TASK OBJECTIVE ->
Every record that follows must be returned word for word.

——

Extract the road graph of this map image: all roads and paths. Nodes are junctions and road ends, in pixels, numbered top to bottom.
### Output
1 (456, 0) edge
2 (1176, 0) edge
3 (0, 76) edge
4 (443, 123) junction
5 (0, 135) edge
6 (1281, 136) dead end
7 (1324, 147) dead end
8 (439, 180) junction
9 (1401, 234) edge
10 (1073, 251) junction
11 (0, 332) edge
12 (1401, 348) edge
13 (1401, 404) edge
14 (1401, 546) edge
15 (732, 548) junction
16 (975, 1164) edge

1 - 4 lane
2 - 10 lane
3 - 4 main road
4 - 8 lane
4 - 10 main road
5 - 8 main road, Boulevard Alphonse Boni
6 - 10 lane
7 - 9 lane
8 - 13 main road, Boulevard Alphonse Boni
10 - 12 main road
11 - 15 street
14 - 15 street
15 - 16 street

——

EXPECTED ANSWER ->
Extract the road graph of this map image: all roads and paths. Nodes are junctions and road ends, in pixels, numbered top to bottom.
### Output
1 (456, 0) edge
2 (1176, 0) edge
3 (0, 76) edge
4 (443, 123) junction
5 (0, 135) edge
6 (1281, 136) dead end
7 (1324, 147) dead end
8 (439, 180) junction
9 (1401, 234) edge
10 (1073, 251) junction
11 (0, 332) edge
12 (1401, 348) edge
13 (1401, 404) edge
14 (1401, 546) edge
15 (732, 548) junction
16 (975, 1164) edge

1 - 4 lane
2 - 10 lane
3 - 4 main road
4 - 8 lane
4 - 10 main road
5 - 8 main road, Boulevard Alphonse Boni
6 - 10 lane
7 - 9 lane
8 - 13 main road, Boulevard Alphonse Boni
10 - 12 main road
11 - 15 street
14 - 15 street
15 - 16 street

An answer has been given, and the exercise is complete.